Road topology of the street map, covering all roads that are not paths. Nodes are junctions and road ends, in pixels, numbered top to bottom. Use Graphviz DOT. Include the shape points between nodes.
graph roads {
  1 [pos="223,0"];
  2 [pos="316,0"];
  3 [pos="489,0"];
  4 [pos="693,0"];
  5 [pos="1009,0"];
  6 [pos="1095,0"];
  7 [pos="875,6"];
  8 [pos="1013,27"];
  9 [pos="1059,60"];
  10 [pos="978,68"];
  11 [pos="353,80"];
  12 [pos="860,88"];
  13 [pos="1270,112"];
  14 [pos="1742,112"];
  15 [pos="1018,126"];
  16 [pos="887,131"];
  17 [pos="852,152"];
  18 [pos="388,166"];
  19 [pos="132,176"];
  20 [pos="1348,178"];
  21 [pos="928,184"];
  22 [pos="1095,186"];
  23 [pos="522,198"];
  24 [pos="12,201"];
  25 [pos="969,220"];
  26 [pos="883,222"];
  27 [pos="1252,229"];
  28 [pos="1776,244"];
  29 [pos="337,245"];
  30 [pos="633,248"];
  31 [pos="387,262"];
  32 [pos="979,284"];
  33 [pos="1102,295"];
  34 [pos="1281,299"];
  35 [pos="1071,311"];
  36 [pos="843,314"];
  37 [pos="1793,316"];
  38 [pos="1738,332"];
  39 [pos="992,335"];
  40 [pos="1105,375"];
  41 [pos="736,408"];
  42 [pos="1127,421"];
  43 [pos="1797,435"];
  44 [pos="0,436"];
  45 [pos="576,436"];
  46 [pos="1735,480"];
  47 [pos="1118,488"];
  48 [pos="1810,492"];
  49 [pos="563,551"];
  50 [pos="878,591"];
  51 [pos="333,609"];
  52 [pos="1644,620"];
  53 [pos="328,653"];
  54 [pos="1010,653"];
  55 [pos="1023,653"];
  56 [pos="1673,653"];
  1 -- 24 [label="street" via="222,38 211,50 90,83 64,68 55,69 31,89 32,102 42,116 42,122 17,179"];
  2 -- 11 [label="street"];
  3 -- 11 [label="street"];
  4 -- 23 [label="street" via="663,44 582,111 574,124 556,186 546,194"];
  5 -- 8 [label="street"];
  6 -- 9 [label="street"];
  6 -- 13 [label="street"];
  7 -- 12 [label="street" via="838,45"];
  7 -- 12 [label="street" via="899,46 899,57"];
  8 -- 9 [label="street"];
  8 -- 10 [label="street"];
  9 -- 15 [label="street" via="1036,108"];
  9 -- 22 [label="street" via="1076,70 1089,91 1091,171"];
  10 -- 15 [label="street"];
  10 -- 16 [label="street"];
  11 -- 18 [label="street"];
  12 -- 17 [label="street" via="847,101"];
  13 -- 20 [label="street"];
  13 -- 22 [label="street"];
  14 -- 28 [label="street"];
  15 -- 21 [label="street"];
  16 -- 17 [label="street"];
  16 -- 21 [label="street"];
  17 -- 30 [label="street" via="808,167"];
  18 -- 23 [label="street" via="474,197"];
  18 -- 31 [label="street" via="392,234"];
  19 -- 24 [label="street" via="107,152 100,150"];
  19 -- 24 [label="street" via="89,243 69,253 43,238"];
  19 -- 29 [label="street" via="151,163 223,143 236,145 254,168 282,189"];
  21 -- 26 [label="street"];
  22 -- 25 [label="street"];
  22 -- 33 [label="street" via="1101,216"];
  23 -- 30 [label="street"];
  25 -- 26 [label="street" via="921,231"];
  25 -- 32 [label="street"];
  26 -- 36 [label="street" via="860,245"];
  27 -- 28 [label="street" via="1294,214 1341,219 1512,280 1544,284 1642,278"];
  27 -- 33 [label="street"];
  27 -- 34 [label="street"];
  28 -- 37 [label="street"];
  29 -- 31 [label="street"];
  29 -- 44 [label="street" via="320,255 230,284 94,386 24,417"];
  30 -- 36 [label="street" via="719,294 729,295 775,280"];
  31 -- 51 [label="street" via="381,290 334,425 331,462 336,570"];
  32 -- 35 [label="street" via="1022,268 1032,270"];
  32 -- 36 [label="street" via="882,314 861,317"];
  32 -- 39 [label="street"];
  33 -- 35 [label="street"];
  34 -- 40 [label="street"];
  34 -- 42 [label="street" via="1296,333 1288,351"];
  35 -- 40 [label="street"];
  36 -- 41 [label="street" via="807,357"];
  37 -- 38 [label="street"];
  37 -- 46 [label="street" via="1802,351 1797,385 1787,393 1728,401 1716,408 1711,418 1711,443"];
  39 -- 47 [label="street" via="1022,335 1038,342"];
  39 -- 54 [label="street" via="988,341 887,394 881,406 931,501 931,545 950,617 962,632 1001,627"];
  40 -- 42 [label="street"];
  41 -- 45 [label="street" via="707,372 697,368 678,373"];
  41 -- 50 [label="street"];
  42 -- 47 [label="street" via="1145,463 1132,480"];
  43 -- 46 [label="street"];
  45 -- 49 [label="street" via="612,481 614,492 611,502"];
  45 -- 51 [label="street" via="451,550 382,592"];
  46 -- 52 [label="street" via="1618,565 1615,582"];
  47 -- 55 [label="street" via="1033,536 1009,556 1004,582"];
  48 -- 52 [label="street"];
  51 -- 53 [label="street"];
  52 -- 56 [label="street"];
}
*****
### Directions for this task
Only an exact retyping of the full data will do.

### Exercise response
Road topology of the street map, covering all roads that are not paths. Nodes are junctions and road ends, in pixels, numbered top to bottom. Use Graphviz DOT. Include the shape points between nodes.
graph roads {
  1 [pos="223,0"];
  2 [pos="316,0"];
  3 [pos="489,0"];
  4 [pos="693,0"];
  5 [pos="1009,0"];
  6 [pos="1095,0"];
  7 [pos="875,6"];
  8 [pos="1013,27"];
  9 [pos="1059,60"];
  10 [pos="978,68"];
  11 [pos="353,80"];
  12 [pos="860,88"];
  13 [pos="1270,112"];
  14 [pos="1742,112"];
  15 [pos="1018,126"];
  16 [pos="887,131"];
  17 [pos="852,152"];
  18 [pos="388,166"];
  19 [pos="132,176"];
  20 [pos="1348,178"];
  21 [pos="928,184"];
  22 [pos="1095,186"];
  23 [pos="522,198"];
  24 [pos="12,201"];
  25 [pos="969,220"];
  26 [pos="883,222"];
  27 [pos="1252,229"];
  28 [pos="1776,244"];
  29 [pos="337,245"];
  30 [pos="633,248"];
  31 [pos="387,262"];
  32 [pos="979,284"];
  33 [pos="1102,295"];
  34 [pos="1281,299"];
  35 [pos="1071,311"];
  36 [pos="843,314"];
  37 [pos="1793,316"];
  38 [pos="1738,332"];
  39 [pos="992,335"];
  40 [pos="1105,375"];
  41 [pos="736,408"];
  42 [pos="1127,421"];
  43 [pos="1797,435"];
  44 [pos="0,436"];
  45 [pos="576,436"];
  46 [pos="1735,480"];
  47 [pos="1118,488"];
  48 [pos="1810,492"];
  49 [pos="563,551"];
  50 [pos="878,591"];
  51 [pos="333,609"];
  52 [pos="1644,620"];
  53 [pos="328,653"];
  54 [pos="1010,653"];
  55 [pos="1023,653"];
  56 [pos="1673,653"];
  1 -- 24 [label="street" via="222,38 211,50 90,83 64,68 55,69 31,89 32,102 42,116 42,122 17,179"];
  2 -- 11 [label="street"];
  3 -- 11 [label="street"];
  4 -- 23 [label="street" via="663,44 582,111 574,124 556,186 546,194"];
  5 -- 8 [label="street"];
  6 -- 9 [label="street"];
  6 -- 13 [label="street"];
  7 -- 12 [label="street" via="838,45"];
  7 -- 12 [label="street" via="899,46 899,57"];
  8 -- 9 [label="street"];
  8 -- 10 [label="street"];
  9 -- 15 [label="street" via="1036,108"];
  9 -- 22 [label="street" via="1076,70 1089,91 1091,171"];
  10 -- 15 [label="street"];
  10 -- 16 [label="street"];
  11 -- 18 [label="street"];
  12 -- 17 [label="street" via="847,101"];
  13 -- 20 [label="street"];
  13 -- 22 [label="street"];
  14 -- 28 [label="street"];
  15 -- 21 [label="street"];
  16 -- 17 [label="street"];
  16 -- 21 [label="street"];
  17 -- 30 [label="street" via="808,167"];
  18 -- 23 [label="street" via="474,197"];
  18 -- 31 [label="street" via="392,234"];
  19 -- 24 [label="street" via="107,152 100,150"];
  19 -- 24 [label="street" via="89,243 69,253 43,238"];
  19 -- 29 [label="street" via="151,163 223,143 236,145 254,168 282,189"];
  21 -- 26 [label="street"];
  22 -- 25 [label="street"];
  22 -- 33 [label="street" via="1101,216"];
  23 -- 30 [label="street"];
  25 -- 26 [label="street" via="921,231"];
  25 -- 32 [label="street"];
  26 -- 36 [label="street" via="860,245"];
  27 -- 28 [label="street" via="1294,214 1341,219 1512,280 1544,284 1642,278"];
  27 -- 33 [label="street"];
  27 -- 34 [label="street"];
  28 -- 37 [label="street"];
  29 -- 31 [label="street"];
  29 -- 44 [label="street" via="320,255 230,284 94,386 24,417"];
  30 -- 36 [label="street" via="719,294 729,295 775,280"];
  31 -- 51 [label="street" via="381,290 334,425 331,462 336,570"];
  32 -- 35 [label="street" via="1022,268 1032,270"];
  32 -- 36 [label="street" via="882,314 861,317"];
  32 -- 39 [label="street"];
  33 -- 35 [label="street"];
  34 -- 40 [label="street"];
  34 -- 42 [label="street" via="1296,333 1288,351"];
  35 -- 40 [label="street"];
  36 -- 41 [label="street" via="807,357"];
  37 -- 38 [label="street"];
  37 -- 46 [label="street" via="1802,351 1797,385 1787,393 1728,401 1716,408 1711,418 1711,443"];
  39 -- 47 [label="street" via="1022,335 1038,342"];
  39 -- 54 [label="street" via="988,341 887,394 881,406 931,501 931,545 950,617 962,632 1001,627"];
  40 -- 42 [label="street"];
  41 -- 45 [label="street" via="707,372 697,368 678,373"];
  41 -- 50 [label="street"];
  42 -- 47 [label="street" via="1145,463 1132,480"];
  43 -- 46 [label="street"];
  45 -- 49 [label="street" via="612,481 614,492 611,502"];
  45 -- 51 [label="street" via="451,550 382,592"];
  46 -- 52 [label="street" via="1618,565 1615,582"];
  47 -- 55 [label="street" via="1033,536 1009,556 1004,582"];
  48 -- 52 [label="street"];
  51 -- 53 [label="street"];
  52 -- 56 [label="street"];
}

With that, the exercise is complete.